TASK TO COMPLETE
Copy each line from the records below in which the word "Burtis" is found.

Stored items from a collection:

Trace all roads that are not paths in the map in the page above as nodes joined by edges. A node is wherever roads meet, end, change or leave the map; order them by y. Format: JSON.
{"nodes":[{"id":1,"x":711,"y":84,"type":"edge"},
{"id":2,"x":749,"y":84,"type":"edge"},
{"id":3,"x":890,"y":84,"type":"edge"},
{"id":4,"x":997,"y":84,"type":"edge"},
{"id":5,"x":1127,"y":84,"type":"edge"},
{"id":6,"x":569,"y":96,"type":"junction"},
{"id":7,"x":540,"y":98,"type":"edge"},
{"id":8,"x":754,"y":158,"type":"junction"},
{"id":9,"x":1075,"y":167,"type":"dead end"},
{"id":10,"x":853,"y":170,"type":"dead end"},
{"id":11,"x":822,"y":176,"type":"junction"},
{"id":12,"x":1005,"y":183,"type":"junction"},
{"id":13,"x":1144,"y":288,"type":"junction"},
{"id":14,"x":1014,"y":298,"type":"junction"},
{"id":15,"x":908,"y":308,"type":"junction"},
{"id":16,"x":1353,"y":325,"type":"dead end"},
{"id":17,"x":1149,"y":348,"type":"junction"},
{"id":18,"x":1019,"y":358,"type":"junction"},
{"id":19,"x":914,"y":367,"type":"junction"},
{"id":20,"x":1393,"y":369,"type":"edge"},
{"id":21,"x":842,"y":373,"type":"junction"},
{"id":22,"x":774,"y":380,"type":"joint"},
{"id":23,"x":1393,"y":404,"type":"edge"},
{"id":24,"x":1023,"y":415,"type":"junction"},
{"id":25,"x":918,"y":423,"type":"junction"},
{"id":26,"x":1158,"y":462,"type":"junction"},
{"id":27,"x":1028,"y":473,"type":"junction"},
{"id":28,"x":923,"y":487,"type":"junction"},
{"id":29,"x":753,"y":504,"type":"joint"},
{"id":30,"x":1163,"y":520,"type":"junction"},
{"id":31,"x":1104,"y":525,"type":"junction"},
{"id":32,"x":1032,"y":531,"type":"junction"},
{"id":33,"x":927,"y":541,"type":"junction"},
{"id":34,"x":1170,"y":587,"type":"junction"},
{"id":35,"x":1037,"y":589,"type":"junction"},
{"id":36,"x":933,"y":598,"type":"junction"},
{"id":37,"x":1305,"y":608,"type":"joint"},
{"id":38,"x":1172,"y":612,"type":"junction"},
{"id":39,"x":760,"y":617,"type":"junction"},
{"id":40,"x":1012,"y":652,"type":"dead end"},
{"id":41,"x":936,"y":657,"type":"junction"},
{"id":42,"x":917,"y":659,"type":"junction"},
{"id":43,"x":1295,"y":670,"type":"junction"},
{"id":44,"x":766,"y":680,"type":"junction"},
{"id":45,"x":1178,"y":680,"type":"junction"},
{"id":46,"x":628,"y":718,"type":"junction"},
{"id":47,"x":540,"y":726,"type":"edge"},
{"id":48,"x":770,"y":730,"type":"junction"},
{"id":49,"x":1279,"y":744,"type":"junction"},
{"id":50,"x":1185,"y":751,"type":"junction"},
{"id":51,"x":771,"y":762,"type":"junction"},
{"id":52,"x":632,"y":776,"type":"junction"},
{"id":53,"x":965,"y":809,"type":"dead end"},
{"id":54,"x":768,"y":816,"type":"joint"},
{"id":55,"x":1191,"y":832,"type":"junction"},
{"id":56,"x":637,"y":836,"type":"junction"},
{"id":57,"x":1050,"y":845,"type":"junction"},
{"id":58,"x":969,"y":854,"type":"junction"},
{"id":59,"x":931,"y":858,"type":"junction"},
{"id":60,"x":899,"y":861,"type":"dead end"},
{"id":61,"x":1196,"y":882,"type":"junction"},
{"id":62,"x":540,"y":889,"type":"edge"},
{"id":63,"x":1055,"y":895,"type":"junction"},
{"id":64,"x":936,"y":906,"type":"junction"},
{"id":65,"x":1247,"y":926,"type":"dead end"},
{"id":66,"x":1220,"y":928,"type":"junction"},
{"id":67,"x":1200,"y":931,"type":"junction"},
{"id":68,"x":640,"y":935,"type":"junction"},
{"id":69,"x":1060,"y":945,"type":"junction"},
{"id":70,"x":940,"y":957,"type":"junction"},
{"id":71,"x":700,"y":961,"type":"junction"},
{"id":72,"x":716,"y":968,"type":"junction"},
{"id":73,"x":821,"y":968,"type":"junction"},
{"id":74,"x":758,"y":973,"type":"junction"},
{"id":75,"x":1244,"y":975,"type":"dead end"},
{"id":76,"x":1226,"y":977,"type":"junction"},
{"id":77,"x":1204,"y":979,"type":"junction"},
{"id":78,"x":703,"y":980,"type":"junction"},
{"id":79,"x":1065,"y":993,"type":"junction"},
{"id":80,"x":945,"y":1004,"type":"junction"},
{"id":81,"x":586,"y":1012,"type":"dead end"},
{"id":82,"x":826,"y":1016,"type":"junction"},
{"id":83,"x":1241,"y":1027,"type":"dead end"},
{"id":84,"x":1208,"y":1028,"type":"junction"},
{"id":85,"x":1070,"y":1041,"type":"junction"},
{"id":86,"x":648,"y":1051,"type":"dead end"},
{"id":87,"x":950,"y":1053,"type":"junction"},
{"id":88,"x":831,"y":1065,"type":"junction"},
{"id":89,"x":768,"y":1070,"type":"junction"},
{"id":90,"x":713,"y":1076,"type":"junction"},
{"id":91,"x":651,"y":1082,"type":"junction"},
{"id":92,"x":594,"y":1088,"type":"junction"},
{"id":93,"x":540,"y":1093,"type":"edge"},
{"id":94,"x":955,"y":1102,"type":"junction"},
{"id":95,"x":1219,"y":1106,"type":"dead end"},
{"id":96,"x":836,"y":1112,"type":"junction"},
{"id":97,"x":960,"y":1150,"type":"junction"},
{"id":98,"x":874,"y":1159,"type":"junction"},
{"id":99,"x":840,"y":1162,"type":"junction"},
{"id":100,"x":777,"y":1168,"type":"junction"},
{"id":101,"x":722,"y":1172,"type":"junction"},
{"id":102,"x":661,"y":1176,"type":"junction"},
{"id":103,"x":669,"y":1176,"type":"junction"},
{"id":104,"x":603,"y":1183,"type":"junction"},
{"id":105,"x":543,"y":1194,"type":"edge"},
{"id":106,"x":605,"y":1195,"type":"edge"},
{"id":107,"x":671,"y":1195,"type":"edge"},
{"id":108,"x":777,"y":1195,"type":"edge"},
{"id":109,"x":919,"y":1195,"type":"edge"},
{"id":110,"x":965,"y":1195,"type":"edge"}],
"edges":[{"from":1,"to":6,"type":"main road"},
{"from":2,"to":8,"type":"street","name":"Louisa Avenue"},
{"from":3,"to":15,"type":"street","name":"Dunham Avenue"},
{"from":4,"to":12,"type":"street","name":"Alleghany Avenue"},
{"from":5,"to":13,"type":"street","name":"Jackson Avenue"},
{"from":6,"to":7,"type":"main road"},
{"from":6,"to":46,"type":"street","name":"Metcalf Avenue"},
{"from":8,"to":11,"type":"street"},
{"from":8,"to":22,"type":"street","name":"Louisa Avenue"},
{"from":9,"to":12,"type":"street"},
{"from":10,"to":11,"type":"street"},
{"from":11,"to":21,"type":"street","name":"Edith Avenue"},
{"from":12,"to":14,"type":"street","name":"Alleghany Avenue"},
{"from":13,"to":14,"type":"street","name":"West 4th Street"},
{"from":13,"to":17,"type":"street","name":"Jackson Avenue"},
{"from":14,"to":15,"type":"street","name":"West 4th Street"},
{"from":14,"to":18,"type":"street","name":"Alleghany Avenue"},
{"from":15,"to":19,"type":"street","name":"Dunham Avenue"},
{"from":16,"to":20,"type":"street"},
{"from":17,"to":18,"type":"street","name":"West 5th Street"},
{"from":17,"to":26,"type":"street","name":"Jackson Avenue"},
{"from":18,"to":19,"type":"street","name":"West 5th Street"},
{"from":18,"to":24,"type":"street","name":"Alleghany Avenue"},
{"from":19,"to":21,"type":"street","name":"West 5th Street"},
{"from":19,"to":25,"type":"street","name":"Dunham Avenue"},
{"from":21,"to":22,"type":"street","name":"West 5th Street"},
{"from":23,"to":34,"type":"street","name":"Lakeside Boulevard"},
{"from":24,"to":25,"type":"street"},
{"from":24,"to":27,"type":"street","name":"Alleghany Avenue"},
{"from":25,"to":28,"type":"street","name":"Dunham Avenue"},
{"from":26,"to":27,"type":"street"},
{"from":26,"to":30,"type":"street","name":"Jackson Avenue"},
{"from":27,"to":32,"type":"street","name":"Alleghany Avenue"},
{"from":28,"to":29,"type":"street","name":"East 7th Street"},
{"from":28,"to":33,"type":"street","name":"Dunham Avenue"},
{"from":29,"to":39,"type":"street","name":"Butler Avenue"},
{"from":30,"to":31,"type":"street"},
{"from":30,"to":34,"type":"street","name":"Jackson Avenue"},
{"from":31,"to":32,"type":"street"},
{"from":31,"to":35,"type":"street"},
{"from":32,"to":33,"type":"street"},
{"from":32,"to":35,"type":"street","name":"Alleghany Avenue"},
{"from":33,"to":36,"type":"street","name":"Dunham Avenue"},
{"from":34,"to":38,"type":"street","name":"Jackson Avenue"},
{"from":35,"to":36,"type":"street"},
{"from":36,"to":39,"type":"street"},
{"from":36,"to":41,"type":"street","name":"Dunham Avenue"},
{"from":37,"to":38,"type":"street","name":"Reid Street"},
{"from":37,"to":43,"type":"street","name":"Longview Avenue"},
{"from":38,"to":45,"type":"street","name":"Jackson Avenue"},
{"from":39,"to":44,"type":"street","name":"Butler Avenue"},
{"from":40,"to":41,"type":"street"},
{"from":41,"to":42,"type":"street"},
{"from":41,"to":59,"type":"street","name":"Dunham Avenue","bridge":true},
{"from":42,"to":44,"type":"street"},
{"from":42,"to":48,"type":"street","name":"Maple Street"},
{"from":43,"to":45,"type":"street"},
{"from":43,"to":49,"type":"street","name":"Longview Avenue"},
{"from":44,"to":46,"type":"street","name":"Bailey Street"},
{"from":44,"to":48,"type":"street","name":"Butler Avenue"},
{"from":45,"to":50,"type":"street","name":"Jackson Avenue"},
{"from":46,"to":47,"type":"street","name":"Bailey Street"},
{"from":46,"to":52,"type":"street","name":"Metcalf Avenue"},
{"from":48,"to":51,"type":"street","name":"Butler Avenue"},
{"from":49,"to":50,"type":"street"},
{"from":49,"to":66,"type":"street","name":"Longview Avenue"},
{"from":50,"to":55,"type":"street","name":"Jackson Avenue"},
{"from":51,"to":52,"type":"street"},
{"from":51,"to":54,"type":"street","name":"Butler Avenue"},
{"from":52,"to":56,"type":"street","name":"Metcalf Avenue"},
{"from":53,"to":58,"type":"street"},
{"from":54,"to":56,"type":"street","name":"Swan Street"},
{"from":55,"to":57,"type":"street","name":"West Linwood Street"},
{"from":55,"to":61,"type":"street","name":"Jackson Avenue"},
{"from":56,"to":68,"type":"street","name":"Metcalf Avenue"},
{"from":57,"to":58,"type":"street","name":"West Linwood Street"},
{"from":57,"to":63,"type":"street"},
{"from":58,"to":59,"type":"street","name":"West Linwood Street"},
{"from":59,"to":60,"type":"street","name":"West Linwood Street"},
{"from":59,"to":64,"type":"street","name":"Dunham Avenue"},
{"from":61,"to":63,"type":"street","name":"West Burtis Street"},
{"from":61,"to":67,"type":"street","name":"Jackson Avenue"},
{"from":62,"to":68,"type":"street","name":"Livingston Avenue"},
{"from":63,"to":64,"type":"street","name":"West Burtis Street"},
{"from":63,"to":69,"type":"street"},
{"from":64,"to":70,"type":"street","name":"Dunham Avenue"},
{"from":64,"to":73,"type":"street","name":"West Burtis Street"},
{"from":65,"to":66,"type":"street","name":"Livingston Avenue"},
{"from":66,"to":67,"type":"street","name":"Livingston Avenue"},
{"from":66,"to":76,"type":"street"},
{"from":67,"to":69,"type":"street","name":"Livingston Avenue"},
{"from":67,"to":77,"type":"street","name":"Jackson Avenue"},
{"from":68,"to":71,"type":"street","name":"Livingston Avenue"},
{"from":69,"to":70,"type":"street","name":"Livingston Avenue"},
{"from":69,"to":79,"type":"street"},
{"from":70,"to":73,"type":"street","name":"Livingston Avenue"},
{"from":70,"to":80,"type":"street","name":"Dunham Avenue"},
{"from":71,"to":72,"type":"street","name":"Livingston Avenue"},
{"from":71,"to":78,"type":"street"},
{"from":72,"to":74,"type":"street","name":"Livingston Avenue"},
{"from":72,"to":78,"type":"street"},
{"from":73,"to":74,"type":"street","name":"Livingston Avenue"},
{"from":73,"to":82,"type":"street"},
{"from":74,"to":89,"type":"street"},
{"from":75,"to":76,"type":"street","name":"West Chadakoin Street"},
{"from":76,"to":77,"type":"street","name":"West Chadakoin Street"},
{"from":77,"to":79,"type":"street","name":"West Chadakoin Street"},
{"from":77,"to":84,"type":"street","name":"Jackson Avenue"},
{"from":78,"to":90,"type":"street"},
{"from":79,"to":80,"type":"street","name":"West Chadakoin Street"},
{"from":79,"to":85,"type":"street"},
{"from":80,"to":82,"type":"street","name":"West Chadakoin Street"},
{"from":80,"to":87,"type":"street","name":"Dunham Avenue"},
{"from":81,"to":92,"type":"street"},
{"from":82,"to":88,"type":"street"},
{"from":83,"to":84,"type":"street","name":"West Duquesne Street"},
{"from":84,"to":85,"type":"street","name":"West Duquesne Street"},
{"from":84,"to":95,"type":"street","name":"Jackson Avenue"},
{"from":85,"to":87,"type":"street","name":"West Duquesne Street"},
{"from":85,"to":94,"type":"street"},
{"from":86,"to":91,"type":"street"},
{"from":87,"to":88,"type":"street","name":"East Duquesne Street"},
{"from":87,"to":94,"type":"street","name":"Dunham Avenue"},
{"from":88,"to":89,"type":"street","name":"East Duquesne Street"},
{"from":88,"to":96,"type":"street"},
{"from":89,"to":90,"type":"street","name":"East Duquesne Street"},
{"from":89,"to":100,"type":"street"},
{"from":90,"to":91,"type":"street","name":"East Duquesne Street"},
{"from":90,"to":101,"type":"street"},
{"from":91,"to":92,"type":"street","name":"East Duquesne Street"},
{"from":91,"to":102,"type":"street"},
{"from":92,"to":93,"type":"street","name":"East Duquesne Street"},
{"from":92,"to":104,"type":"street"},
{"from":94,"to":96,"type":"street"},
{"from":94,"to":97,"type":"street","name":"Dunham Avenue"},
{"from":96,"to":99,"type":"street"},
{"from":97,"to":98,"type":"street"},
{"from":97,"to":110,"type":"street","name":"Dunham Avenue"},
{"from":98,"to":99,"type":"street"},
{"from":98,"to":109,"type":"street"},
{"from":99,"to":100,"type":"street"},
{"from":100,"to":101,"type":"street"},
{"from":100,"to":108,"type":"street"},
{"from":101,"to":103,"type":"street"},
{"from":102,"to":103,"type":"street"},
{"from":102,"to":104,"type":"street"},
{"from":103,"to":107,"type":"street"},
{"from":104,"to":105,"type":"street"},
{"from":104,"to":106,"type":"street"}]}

TASK OUTPUT
{"from":61,"to":63,"type":"street","name":"West Burtis Street"},
{"from":63,"to":64,"type":"street","name":"West Burtis Street"},
{"from":64,"to":73,"type":"street","name":"West Burtis Street"},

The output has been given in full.